*** Opening Entries provided ***

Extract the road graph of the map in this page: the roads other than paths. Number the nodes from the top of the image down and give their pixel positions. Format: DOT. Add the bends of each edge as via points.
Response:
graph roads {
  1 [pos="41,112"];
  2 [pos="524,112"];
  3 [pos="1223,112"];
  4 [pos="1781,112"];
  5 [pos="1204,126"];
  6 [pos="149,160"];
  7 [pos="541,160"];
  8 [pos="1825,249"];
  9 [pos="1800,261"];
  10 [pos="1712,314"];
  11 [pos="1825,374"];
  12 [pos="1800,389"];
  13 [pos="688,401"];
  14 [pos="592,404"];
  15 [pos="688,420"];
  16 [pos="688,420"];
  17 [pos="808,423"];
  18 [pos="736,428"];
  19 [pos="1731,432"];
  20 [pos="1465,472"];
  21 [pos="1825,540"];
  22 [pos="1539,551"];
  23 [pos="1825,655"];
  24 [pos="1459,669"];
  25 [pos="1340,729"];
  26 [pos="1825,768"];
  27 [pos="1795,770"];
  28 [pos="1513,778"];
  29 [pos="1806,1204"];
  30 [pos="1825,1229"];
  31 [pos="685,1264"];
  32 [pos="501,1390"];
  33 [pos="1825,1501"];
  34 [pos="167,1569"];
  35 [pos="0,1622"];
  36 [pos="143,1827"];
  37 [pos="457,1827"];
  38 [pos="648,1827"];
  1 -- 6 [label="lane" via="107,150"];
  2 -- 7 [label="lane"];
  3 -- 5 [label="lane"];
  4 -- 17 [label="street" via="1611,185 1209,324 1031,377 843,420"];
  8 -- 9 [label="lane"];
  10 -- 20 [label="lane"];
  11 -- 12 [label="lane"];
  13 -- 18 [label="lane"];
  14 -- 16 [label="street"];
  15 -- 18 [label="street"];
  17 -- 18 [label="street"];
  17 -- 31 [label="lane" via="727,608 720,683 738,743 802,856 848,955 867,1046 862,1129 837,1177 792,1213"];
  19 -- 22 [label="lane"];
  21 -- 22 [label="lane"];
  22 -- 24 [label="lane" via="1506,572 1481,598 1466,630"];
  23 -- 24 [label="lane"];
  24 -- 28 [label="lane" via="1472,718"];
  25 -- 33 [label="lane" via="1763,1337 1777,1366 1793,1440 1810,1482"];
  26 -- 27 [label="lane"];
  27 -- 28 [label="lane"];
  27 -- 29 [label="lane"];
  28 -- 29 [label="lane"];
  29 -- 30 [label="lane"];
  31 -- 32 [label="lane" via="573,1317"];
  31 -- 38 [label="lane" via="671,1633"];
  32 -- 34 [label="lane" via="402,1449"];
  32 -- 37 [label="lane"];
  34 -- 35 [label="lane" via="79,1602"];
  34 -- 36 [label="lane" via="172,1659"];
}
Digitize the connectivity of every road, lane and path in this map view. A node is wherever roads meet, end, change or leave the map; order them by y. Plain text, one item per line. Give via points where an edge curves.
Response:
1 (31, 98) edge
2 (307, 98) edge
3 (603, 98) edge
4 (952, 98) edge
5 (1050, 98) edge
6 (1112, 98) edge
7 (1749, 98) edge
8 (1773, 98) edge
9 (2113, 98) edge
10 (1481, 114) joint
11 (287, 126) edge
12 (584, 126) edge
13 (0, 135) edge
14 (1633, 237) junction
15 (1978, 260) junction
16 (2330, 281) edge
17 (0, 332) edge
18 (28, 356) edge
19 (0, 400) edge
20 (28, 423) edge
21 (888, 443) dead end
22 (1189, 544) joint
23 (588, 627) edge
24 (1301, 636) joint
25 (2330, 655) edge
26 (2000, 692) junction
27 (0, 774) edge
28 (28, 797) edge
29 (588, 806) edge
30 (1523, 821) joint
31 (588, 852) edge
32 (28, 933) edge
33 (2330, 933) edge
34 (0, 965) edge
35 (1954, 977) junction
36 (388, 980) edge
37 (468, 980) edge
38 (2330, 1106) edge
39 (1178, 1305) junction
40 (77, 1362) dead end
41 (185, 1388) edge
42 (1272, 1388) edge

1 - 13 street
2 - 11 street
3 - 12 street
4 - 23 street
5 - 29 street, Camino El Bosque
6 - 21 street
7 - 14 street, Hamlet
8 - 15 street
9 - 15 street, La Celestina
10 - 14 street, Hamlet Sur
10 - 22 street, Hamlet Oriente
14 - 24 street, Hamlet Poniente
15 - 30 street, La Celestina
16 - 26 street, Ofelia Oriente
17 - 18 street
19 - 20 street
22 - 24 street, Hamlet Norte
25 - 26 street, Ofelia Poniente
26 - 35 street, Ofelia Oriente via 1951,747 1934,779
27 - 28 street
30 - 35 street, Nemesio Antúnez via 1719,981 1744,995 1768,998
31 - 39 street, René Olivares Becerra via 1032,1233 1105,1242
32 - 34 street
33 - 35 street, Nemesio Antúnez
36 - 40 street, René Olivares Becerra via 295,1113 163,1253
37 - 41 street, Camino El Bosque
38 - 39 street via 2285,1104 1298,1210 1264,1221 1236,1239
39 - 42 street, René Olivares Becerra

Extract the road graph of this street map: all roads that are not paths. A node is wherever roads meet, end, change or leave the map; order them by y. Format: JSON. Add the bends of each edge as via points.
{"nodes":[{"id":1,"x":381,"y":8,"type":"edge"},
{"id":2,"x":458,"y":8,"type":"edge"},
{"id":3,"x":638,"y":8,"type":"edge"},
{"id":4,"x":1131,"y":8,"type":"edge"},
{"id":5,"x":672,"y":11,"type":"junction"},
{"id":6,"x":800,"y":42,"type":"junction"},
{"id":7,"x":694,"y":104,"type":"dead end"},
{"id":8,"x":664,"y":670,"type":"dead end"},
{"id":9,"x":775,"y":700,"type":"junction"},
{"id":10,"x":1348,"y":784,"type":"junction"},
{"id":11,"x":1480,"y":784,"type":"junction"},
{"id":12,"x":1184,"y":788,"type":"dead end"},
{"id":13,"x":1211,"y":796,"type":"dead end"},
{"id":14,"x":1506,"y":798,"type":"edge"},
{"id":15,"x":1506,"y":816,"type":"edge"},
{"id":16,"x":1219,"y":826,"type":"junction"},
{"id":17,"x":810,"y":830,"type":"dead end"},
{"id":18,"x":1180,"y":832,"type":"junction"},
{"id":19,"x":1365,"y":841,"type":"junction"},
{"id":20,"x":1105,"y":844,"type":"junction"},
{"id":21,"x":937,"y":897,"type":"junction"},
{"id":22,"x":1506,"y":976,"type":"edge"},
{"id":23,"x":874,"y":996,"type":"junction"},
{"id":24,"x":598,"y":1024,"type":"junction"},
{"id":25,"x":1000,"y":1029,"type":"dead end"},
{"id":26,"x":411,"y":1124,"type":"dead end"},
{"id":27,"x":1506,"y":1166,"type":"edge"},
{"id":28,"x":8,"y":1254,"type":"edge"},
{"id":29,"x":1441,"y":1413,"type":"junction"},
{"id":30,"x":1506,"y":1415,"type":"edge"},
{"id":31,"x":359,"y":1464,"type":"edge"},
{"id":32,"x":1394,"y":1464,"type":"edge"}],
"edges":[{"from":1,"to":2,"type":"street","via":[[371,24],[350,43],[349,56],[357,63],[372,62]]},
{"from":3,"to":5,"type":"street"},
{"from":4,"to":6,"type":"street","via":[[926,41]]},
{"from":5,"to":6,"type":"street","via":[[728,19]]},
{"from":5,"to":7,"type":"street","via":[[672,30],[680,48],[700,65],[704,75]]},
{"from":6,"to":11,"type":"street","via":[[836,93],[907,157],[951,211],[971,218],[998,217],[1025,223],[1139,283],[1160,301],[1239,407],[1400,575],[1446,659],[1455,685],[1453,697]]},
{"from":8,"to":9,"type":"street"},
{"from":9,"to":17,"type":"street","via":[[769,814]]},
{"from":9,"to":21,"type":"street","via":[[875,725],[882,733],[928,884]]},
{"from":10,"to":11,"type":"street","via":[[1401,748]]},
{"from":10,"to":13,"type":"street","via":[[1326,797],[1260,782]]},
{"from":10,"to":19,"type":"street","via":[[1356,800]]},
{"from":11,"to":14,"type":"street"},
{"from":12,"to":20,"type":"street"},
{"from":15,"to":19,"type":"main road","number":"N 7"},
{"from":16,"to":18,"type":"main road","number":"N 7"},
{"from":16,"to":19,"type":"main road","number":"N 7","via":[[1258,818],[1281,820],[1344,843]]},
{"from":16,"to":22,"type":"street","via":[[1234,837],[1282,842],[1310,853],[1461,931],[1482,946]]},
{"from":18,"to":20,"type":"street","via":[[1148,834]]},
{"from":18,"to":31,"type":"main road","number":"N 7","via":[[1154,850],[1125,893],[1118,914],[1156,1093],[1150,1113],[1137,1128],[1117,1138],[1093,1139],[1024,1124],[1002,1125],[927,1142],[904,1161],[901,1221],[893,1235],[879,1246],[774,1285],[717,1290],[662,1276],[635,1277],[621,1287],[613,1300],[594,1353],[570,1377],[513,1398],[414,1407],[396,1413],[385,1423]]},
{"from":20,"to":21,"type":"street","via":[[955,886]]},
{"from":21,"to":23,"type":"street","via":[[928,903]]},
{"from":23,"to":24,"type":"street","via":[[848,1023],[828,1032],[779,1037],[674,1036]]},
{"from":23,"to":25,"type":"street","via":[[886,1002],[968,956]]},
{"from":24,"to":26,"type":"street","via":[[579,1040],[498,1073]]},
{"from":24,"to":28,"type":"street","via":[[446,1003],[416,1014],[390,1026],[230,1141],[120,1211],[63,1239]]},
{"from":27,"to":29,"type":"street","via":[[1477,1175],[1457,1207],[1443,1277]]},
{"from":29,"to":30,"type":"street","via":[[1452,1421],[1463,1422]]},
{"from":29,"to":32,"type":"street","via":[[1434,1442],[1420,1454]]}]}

*** Closing Entries provided ***

**Task description**
Within the entries, find all lines holding "nodes" and copy each one.

**Your solution**
Extract the road graph of the map in this page: the roads other than paths. Number the nodes from the top of the image down and give their pixel positions. Format: DOT. Add the bends of each edge as via points.
{"nodes":[{"id":1,"x":381,"y":8,"type":"edge"},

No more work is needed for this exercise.